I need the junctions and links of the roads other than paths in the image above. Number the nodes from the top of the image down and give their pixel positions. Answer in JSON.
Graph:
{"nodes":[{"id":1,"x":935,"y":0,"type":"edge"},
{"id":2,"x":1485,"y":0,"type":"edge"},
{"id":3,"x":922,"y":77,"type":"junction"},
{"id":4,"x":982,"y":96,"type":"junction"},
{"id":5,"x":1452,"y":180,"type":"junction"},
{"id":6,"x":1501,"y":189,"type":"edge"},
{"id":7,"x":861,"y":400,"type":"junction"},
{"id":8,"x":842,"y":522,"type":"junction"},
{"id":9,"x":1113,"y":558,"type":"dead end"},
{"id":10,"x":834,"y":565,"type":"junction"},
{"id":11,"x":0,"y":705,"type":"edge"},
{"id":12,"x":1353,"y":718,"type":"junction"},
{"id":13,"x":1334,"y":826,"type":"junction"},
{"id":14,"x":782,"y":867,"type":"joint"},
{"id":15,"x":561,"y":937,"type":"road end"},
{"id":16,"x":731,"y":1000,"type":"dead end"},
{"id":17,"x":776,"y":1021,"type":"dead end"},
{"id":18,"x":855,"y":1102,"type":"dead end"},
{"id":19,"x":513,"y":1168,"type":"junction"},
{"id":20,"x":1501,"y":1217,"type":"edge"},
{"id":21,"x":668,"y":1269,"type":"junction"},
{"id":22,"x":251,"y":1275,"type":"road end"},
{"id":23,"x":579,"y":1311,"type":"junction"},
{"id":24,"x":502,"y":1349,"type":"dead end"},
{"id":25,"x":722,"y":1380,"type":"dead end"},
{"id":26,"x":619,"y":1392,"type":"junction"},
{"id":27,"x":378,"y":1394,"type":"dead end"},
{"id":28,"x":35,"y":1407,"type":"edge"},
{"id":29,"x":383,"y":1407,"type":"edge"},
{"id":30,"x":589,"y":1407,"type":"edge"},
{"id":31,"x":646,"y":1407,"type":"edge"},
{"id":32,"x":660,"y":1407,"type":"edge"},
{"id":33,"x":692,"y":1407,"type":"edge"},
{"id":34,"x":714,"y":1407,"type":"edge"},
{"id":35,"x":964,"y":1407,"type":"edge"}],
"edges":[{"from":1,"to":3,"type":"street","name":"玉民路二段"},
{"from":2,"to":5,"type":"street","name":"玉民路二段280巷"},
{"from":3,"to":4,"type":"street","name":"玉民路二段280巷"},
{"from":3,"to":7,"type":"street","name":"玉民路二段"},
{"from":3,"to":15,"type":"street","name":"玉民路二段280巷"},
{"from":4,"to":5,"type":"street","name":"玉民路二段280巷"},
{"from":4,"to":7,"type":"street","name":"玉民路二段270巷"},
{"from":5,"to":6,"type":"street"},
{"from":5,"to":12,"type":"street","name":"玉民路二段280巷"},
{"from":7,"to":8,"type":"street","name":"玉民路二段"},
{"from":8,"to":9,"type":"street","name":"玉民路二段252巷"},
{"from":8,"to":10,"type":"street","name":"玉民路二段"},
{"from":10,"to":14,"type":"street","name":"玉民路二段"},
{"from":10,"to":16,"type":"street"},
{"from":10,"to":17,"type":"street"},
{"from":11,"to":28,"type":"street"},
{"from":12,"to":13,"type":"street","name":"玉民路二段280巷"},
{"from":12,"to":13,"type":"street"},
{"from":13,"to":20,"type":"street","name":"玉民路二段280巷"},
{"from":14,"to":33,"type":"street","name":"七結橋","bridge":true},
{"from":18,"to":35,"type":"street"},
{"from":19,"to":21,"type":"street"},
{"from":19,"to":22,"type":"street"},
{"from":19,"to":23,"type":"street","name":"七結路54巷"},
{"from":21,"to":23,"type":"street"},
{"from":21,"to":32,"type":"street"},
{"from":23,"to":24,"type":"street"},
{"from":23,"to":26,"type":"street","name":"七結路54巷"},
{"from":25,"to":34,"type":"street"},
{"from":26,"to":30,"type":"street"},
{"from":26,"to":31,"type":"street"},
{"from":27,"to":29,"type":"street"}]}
★ ★ ★
The answer is each line in which the word "nodes" occurs, copied from the material above.

I need the junctions and links of the roads other than paths in the image above. Number the nodes from the top of the image down and give their pixel positions. Answer in JSON.
{"nodes":[{"id":1,"x":935,"y":0,"type":"edge"},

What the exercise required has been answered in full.